*** Block opens ***

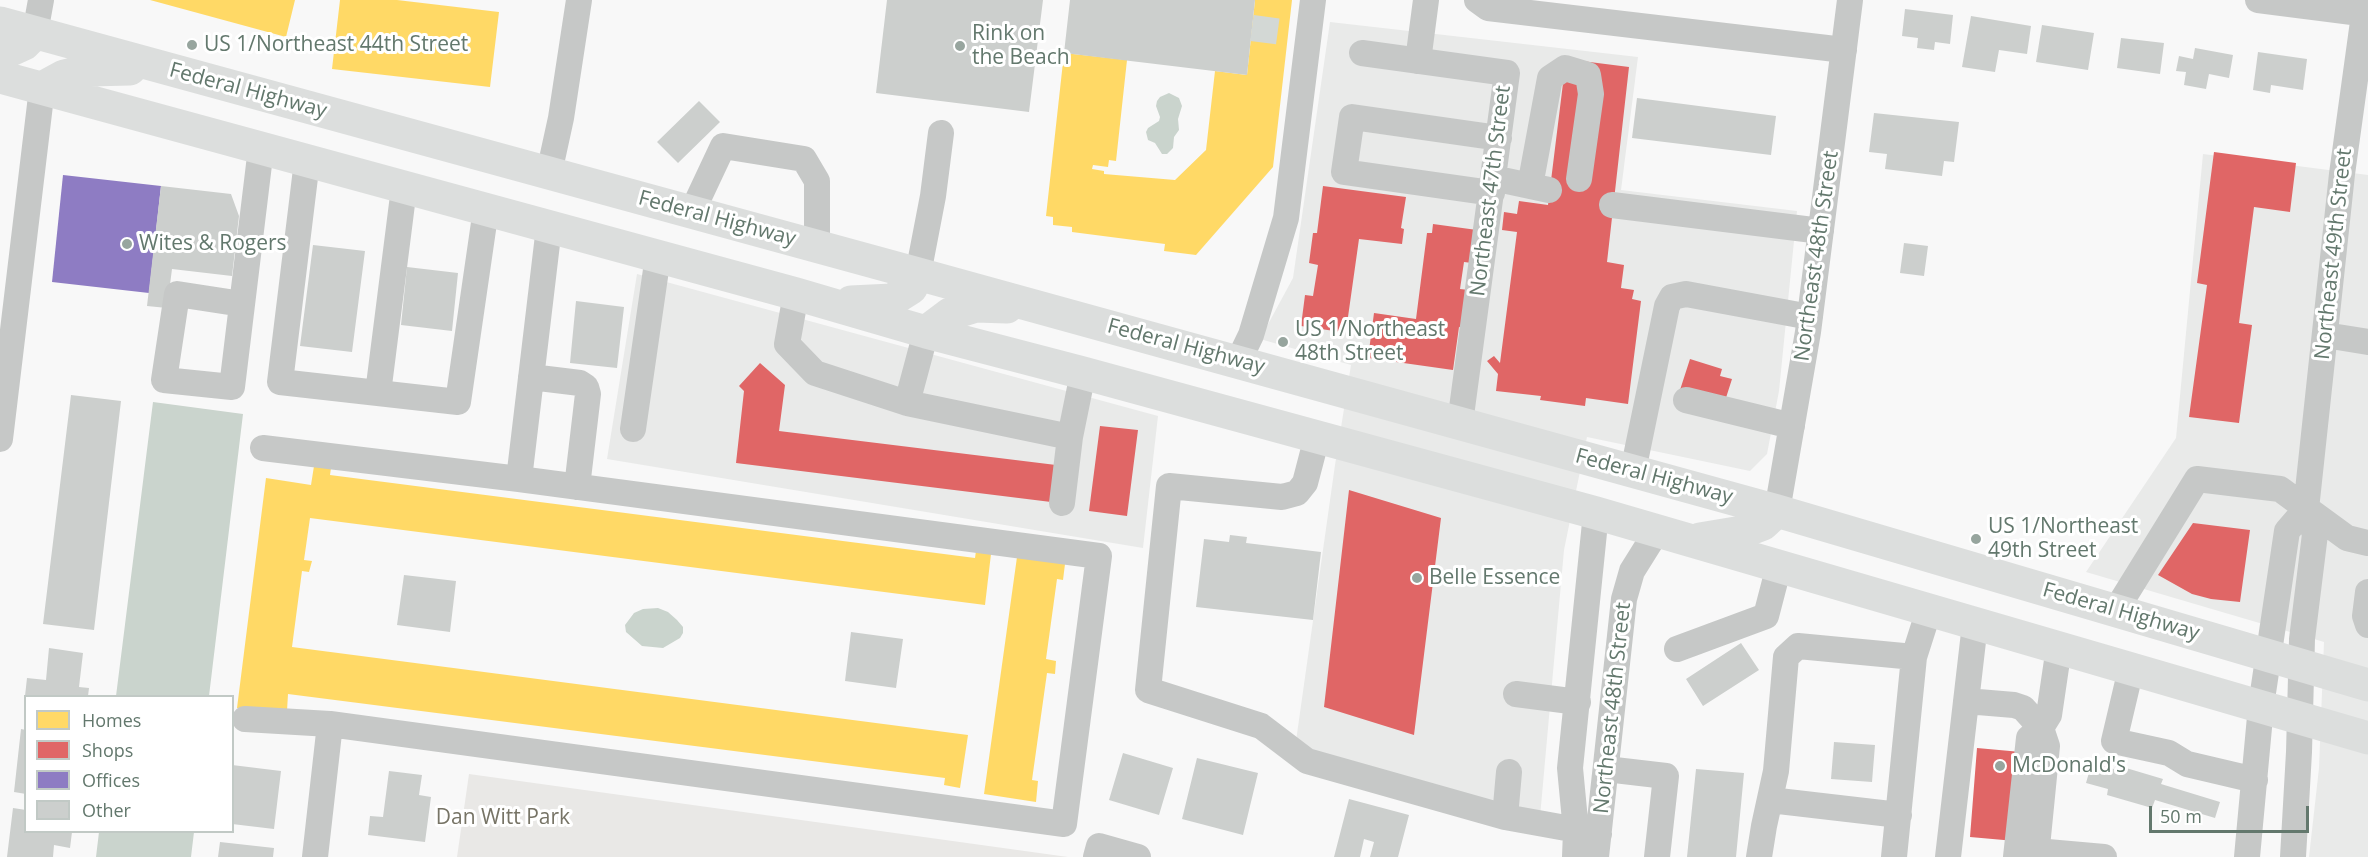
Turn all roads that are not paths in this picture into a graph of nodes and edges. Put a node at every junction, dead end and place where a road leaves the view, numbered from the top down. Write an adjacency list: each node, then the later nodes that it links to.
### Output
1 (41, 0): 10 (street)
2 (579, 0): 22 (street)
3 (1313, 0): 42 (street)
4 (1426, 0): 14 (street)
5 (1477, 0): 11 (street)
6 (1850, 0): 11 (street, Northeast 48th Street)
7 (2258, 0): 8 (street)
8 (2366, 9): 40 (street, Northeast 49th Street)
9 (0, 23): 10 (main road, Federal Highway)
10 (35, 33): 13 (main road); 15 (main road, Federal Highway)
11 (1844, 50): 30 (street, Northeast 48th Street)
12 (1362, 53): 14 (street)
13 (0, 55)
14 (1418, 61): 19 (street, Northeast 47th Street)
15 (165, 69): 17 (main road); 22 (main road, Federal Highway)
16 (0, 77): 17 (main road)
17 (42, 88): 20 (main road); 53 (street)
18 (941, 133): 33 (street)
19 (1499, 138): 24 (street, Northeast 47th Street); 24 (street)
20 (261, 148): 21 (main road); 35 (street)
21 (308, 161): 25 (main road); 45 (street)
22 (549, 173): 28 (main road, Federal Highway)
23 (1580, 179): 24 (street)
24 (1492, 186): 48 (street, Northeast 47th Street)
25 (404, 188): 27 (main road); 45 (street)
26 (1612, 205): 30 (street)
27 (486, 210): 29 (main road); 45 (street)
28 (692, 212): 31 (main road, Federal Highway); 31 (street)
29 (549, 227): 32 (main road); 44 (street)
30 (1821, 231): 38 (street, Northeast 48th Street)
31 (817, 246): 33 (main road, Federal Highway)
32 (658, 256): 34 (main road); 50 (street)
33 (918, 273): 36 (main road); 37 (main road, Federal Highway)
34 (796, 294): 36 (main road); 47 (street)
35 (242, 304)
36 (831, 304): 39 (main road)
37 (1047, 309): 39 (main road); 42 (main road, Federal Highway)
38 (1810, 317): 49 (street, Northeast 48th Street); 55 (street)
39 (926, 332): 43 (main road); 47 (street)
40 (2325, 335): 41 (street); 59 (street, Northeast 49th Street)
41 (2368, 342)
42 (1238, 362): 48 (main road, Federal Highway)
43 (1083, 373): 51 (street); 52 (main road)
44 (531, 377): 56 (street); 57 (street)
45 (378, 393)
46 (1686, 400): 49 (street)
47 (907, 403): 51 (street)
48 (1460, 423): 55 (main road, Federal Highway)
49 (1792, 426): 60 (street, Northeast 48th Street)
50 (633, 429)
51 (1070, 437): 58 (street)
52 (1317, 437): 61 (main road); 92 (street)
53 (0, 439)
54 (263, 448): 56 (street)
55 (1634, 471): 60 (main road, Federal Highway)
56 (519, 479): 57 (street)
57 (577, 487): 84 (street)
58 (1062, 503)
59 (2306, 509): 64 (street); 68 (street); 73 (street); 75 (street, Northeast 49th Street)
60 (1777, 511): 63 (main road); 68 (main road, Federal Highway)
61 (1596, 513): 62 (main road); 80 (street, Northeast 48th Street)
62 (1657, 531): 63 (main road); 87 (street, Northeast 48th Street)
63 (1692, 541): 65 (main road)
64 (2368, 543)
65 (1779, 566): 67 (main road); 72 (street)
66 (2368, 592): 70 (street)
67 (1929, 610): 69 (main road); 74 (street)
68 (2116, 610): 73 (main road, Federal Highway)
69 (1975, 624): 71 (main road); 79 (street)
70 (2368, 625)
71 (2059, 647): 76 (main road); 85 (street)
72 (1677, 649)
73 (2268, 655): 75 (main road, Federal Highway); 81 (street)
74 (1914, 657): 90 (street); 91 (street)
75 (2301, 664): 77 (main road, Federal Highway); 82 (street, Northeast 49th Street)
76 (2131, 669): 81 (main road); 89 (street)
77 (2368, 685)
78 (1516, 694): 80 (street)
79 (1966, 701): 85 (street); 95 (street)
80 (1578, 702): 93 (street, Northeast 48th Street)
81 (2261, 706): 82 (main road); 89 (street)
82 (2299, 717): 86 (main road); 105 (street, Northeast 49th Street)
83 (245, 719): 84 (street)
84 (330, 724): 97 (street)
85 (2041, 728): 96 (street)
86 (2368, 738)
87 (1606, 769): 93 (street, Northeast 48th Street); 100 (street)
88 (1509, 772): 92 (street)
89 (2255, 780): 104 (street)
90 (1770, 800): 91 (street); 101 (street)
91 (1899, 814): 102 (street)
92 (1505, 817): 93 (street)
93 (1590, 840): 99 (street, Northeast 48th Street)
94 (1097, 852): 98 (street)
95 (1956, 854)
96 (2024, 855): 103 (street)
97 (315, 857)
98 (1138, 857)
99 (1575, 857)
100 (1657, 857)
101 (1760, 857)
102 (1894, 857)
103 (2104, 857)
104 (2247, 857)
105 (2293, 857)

*** Block closes ***
*** Block opens ***

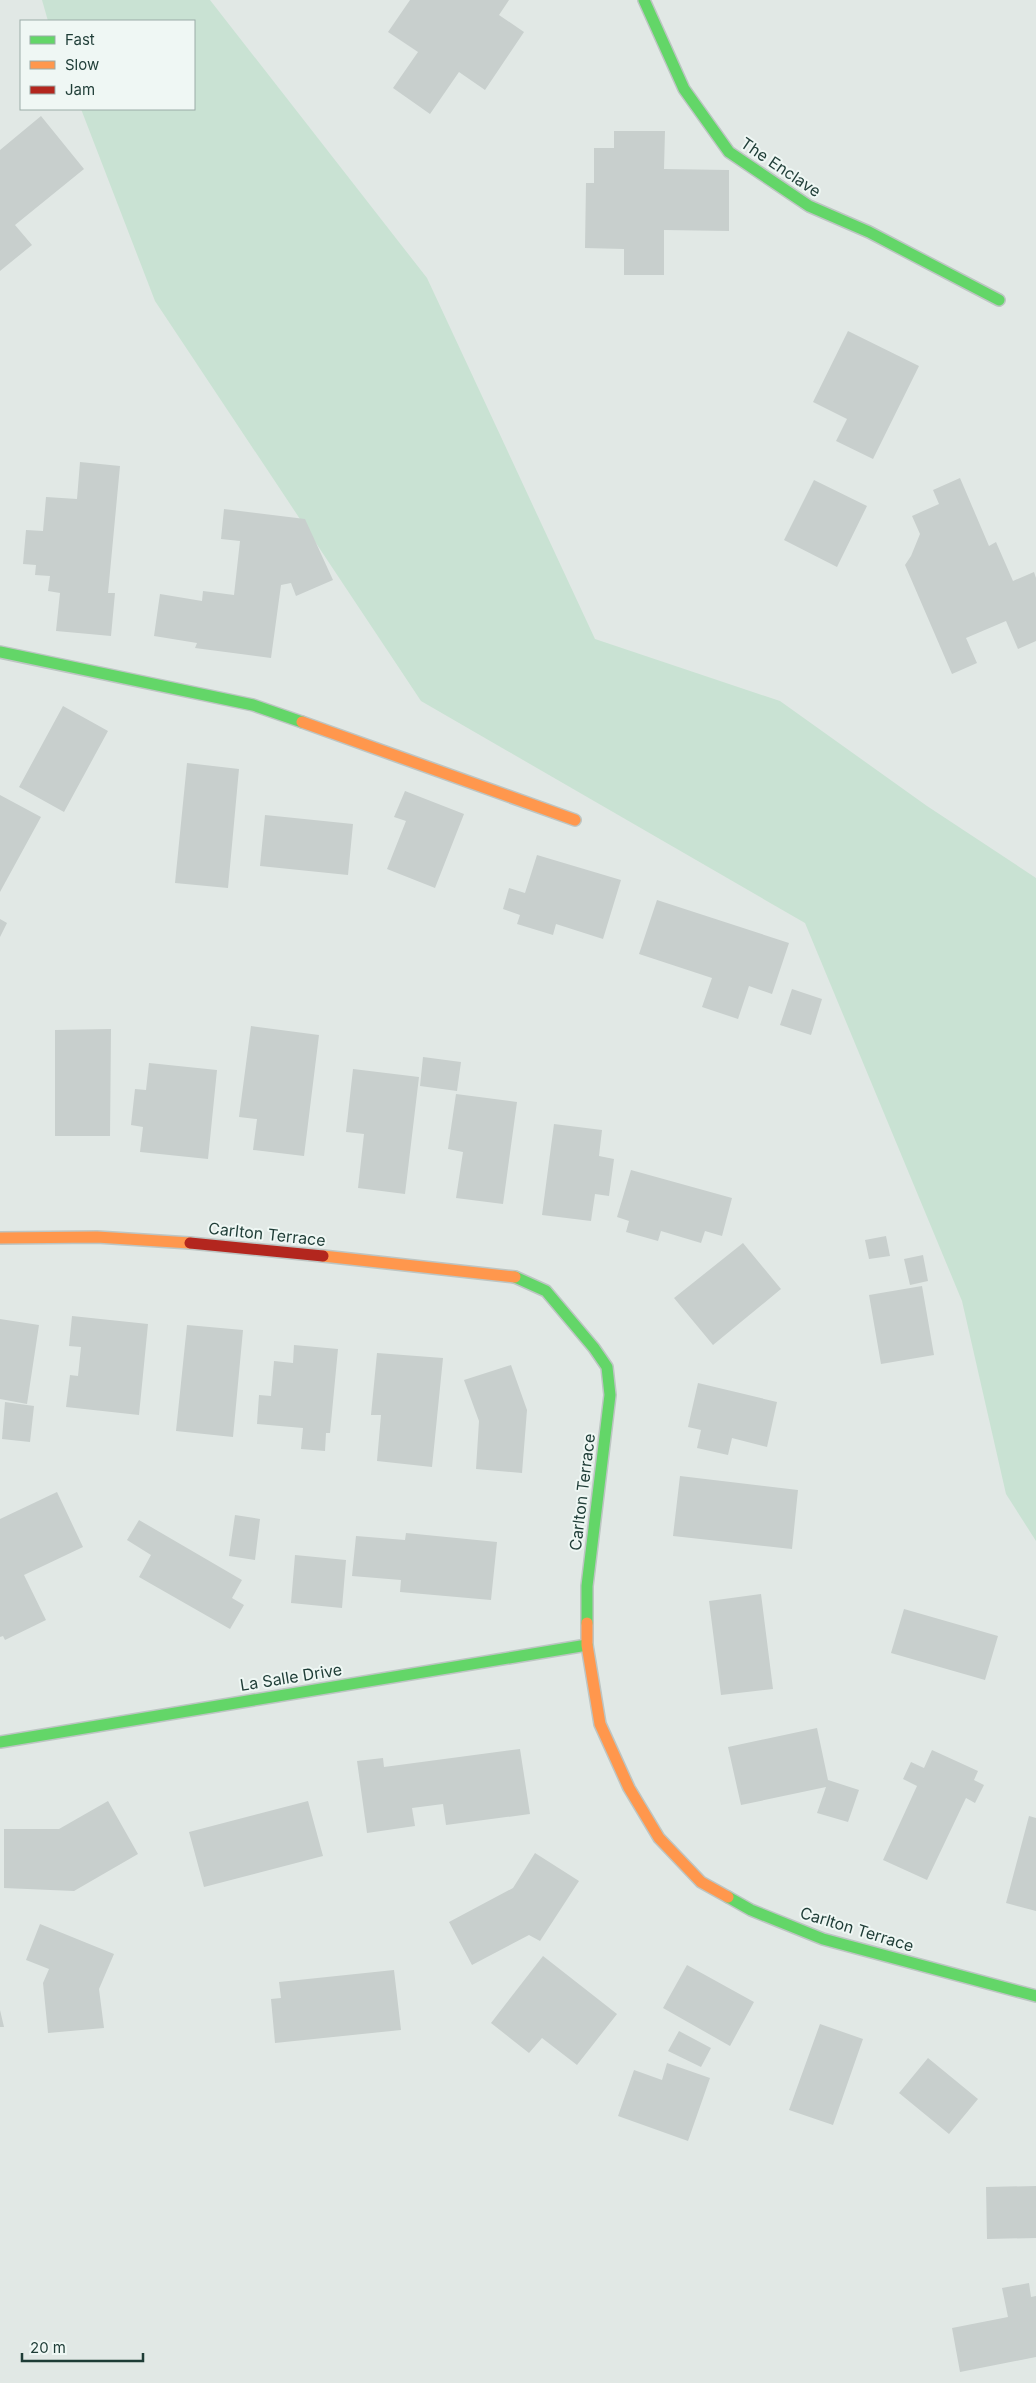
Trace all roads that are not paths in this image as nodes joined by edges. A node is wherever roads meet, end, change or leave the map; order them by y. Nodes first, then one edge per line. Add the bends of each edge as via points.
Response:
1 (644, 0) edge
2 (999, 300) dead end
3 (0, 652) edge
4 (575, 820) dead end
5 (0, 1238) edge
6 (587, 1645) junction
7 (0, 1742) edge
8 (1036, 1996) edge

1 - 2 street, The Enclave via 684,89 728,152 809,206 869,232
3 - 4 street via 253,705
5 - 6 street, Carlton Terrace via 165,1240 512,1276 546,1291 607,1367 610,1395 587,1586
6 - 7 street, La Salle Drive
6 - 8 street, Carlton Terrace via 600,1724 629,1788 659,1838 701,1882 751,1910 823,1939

*** Block closes ***

## PROBLEM DETAILS
The records are given above. Copy each line in them that holds "edges".

## FINISHED TASK
Turn all roads that are not paths in this picture into a graph of nodes and edges. Put a node at every junction, dead end and place where a road leaves the view, numbered from the top down. Write an adjacency list: each node, then the later nodes that it links to.
Trace all roads that are not paths in this image as nodes joined by edges. A node is wherever roads meet, end, change or leave the map; order them by y. Nodes first, then one edge per line. Add the bends of each edge as via points.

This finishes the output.